Motor nerve transection in adult rats induce a series of metabolic and structural changes in the injured neurons as well as in surrounding glial cells; however, without substantial neuronal degeneration. In the present study we found, in contrast with axotomy, a massive neuronal death in the ipsilateral hypoglossal nucleus following injection of toxic ricin (RCA) into the hypoglossal nerve, which is in line with previous observations. Injection of RCA enables examination of the glial reaction in a situation where neuronal degeneration is profound, which has been the approach in the present study.
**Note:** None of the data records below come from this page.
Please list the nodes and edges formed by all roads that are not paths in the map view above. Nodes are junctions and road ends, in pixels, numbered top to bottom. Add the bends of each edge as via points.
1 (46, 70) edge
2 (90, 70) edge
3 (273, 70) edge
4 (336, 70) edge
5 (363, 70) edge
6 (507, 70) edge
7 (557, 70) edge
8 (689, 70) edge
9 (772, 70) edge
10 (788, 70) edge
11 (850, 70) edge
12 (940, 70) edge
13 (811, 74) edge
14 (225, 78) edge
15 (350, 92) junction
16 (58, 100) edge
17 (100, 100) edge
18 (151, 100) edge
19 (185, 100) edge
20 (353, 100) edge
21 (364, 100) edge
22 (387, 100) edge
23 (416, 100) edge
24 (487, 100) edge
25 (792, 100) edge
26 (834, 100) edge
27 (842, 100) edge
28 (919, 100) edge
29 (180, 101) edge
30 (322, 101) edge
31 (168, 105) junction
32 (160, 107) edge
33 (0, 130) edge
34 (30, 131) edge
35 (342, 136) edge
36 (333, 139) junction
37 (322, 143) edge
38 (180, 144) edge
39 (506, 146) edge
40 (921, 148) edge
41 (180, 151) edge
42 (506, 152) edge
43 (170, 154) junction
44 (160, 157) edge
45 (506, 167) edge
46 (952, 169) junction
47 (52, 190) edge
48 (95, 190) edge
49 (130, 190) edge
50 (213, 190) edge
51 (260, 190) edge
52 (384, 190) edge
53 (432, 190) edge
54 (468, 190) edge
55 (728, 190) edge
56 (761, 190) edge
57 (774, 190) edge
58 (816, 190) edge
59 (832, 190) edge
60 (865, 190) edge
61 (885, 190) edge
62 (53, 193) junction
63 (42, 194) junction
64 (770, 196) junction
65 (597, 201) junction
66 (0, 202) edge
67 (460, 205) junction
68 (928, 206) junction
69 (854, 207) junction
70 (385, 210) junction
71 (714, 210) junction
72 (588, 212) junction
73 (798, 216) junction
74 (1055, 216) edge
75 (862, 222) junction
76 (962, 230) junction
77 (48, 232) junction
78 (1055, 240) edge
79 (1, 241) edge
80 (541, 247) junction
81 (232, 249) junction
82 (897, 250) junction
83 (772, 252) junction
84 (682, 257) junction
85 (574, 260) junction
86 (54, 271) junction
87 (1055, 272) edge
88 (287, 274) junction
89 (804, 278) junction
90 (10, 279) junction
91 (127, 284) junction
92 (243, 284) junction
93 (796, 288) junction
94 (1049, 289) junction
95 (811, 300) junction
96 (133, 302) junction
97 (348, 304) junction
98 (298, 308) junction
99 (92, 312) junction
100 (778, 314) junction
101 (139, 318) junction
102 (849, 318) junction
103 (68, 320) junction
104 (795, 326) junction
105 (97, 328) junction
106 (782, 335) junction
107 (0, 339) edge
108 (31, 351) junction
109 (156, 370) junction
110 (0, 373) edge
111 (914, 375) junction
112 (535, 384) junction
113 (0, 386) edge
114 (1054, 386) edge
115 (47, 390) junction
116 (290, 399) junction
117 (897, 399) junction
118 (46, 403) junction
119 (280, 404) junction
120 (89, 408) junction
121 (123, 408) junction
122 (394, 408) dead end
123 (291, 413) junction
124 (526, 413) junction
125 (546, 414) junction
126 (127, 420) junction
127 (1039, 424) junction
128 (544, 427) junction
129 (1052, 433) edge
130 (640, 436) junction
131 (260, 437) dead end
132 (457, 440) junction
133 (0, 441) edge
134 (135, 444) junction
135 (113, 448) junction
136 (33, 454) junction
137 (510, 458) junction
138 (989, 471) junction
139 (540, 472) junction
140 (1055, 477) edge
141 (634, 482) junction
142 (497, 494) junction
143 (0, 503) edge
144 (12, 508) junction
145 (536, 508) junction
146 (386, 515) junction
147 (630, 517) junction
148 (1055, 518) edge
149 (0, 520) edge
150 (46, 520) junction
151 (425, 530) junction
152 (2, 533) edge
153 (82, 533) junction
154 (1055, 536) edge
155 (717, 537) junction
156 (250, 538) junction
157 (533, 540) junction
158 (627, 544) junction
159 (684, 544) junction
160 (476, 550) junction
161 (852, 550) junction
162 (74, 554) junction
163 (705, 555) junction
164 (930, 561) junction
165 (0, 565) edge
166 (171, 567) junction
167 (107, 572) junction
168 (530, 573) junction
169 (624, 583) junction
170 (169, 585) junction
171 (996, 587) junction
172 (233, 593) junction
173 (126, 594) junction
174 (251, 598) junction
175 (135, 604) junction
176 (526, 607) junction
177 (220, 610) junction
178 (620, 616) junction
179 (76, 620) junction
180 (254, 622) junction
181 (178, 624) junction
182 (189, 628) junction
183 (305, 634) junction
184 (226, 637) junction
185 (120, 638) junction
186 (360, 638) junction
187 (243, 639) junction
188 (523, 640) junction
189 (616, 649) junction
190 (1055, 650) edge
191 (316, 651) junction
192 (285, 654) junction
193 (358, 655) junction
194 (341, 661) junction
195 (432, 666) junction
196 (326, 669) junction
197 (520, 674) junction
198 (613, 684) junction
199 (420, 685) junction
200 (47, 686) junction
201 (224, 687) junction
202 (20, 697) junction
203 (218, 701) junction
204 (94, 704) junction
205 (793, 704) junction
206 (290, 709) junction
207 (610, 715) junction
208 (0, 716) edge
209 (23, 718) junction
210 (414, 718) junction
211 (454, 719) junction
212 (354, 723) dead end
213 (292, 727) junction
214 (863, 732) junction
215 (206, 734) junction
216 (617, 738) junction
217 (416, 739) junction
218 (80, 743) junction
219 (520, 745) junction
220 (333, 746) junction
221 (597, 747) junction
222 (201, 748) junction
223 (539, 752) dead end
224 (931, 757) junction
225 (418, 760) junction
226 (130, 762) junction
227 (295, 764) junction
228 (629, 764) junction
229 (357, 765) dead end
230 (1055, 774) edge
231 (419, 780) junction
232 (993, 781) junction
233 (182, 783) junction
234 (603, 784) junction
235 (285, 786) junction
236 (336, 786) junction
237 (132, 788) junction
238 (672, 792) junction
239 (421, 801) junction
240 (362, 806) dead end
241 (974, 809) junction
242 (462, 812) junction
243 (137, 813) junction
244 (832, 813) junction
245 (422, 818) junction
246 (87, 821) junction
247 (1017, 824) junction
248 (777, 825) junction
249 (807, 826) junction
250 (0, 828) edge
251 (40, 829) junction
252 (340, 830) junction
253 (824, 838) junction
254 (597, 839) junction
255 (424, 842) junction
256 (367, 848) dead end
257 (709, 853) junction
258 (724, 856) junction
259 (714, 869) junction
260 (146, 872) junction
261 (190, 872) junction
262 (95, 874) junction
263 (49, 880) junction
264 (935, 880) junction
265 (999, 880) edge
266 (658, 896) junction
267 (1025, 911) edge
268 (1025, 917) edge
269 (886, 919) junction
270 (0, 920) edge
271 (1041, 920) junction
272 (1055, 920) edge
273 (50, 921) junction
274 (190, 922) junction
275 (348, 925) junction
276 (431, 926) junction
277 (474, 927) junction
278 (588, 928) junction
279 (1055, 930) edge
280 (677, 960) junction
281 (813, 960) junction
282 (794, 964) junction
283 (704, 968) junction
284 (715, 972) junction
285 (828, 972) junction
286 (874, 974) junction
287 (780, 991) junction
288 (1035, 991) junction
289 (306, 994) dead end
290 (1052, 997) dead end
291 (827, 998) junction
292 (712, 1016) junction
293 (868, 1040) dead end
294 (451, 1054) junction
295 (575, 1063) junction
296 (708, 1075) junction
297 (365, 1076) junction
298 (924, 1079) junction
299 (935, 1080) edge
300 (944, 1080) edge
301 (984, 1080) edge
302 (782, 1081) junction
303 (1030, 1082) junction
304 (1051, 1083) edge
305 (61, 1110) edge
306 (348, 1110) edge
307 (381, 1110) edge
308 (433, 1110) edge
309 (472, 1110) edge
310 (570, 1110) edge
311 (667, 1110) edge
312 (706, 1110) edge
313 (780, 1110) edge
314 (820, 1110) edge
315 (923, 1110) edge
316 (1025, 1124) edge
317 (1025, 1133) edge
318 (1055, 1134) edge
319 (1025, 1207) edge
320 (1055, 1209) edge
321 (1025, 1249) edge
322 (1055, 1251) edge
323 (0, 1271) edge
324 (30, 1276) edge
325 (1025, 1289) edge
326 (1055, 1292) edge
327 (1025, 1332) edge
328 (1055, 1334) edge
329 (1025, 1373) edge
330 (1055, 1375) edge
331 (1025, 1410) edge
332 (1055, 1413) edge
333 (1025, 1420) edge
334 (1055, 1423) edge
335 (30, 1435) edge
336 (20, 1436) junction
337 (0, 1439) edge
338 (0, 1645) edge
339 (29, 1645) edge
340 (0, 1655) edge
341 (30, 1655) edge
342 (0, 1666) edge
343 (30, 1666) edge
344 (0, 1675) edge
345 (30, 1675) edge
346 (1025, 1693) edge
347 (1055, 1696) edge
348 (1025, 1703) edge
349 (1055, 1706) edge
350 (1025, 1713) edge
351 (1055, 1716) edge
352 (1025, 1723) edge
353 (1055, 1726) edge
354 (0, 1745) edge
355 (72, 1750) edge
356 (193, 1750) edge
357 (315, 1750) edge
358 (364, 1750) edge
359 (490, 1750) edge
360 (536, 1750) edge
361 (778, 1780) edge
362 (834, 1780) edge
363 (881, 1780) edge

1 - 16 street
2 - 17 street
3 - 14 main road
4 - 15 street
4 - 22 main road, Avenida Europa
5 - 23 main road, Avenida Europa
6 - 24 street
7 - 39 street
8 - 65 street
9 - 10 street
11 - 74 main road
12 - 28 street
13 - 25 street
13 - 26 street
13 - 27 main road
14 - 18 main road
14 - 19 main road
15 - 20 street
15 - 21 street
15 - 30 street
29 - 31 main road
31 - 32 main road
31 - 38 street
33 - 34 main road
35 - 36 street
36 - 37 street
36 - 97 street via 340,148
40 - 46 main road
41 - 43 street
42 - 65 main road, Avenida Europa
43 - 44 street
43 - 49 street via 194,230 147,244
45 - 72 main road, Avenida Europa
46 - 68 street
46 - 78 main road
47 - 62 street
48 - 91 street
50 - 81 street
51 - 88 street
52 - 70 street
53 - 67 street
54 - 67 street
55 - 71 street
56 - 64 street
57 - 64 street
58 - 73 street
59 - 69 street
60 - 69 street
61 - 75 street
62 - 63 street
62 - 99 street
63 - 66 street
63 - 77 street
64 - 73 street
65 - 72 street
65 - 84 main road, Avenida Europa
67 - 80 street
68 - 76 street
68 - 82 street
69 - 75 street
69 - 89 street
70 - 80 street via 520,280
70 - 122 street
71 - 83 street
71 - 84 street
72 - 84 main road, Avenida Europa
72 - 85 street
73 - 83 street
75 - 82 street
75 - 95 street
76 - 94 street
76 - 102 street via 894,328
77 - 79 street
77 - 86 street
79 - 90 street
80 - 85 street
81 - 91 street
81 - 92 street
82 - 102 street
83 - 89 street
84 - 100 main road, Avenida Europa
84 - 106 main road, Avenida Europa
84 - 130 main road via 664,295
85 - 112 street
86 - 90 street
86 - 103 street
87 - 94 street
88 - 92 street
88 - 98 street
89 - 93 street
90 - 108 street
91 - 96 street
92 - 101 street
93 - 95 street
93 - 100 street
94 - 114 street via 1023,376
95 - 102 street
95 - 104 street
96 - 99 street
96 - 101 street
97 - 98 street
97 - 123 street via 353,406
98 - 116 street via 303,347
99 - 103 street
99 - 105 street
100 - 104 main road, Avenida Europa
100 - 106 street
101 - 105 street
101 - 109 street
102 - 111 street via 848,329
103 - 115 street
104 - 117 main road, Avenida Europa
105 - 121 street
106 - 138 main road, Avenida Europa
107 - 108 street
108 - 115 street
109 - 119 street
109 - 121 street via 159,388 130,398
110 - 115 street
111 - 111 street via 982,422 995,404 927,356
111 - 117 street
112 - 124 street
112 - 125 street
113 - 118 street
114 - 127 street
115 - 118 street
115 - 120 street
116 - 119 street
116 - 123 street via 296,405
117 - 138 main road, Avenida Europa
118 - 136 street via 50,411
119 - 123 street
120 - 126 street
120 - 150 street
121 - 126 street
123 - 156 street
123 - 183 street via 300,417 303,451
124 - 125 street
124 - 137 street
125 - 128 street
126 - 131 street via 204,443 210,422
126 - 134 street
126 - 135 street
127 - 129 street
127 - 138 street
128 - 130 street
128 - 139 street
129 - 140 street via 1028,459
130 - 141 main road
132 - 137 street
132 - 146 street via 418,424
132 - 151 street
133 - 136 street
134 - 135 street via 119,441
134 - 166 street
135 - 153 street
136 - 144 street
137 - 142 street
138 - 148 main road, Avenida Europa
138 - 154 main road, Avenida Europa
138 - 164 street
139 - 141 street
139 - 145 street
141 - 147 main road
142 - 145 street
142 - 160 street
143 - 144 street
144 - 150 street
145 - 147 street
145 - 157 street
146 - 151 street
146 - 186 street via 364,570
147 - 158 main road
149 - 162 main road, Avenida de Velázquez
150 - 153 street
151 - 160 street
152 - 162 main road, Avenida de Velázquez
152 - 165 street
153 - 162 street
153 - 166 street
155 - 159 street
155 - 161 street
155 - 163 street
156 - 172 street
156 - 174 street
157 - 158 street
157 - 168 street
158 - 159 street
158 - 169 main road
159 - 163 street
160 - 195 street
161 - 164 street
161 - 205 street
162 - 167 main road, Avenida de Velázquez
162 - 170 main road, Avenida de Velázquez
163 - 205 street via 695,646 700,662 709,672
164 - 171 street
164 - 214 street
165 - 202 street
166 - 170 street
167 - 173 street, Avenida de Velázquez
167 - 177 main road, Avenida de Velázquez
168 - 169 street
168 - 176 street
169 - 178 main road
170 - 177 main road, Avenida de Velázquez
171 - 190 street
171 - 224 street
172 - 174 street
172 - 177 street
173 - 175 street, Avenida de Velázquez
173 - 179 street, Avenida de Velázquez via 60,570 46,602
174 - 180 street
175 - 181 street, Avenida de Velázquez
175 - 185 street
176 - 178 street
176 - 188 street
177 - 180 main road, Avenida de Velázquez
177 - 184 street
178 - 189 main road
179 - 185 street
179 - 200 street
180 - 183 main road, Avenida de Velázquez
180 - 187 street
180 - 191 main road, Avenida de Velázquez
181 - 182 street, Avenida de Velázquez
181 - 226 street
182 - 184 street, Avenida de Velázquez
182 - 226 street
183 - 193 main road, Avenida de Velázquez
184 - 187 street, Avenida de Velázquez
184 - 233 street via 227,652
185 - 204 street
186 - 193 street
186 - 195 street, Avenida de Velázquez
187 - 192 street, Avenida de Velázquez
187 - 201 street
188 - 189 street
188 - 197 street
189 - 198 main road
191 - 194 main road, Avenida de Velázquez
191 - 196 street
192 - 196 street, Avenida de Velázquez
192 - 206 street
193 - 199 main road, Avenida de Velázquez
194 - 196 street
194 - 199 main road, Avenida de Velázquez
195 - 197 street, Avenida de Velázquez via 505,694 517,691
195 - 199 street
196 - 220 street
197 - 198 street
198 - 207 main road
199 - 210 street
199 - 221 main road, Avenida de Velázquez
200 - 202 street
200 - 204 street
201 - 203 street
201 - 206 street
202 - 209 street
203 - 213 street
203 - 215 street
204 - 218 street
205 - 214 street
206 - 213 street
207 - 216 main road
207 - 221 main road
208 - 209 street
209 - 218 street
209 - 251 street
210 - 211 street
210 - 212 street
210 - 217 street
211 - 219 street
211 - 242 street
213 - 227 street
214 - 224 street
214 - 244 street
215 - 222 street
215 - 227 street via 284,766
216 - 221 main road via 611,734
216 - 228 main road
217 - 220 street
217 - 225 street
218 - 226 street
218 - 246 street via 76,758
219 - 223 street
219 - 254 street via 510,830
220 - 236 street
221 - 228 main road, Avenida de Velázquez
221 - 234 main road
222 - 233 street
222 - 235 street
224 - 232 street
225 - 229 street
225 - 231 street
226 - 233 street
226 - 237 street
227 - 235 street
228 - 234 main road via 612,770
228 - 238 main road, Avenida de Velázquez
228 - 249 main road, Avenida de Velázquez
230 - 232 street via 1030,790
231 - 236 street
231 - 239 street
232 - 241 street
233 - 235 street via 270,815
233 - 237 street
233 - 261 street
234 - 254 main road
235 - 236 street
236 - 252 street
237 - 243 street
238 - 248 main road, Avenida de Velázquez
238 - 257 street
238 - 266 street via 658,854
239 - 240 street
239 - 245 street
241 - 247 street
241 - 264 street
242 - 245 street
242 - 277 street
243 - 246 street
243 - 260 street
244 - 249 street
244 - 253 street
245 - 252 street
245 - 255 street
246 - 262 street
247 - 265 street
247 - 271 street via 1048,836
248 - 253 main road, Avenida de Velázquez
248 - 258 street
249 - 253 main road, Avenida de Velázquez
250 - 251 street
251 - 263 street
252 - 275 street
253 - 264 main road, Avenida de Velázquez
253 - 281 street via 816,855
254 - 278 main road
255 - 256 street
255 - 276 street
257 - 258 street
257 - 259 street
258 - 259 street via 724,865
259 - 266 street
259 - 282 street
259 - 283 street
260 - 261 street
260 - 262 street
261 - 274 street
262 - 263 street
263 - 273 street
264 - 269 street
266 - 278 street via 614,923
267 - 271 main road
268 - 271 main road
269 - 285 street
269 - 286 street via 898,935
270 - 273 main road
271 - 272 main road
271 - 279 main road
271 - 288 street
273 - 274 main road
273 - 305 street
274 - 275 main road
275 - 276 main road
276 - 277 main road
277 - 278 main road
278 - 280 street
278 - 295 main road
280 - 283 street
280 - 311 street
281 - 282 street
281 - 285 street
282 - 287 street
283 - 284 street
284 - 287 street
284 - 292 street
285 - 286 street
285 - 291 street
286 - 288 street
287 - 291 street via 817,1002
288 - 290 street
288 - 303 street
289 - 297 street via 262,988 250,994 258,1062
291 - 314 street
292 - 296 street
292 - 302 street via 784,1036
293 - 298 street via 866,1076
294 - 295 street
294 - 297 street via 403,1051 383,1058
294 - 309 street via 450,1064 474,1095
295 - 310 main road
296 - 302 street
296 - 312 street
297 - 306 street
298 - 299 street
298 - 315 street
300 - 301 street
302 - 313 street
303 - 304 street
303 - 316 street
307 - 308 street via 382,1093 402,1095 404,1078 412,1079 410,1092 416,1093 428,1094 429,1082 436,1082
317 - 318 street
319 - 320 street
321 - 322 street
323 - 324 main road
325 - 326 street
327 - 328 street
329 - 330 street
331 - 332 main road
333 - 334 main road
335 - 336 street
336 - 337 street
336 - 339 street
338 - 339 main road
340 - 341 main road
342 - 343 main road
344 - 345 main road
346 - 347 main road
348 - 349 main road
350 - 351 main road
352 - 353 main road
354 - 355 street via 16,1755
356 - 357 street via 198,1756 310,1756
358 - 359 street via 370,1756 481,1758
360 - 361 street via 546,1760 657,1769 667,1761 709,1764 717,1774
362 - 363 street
We found an increase in OX42-, GFAP-, and transferrin-immunoreactivity in microglial, astroglial, and oligodendroglial cells respectively, in the ipsilateral hypoglossal nucleus three to seven days following injection of toxic ricin in the hypoglossal nerve. Proliferation was found in astrocytes as well as in microglial cells, as shown by uptake of bromodeoxyuridine. In addition, the complement cascade was activated locally in the ipsilateral hypoglossal nucleus, as demonstrated by immunohistochemical detection of complement components C3d and C9. Complement activation may serve several effects in the glial-neuronal interactions. Stimulation of phagocytosis by reactive microglia is probably the most important one. Furthermore, the degenerative neuronal somata showed increased immunoreactivity for clusterin, which is a known complement inhibitor, but a decrease in clusterin-mRNA. In conclusion, the glial cell response was in several aspects principally different following massive motorneuron degeneration induced by toxic ricin in comparison to previous findings reported after axotomy.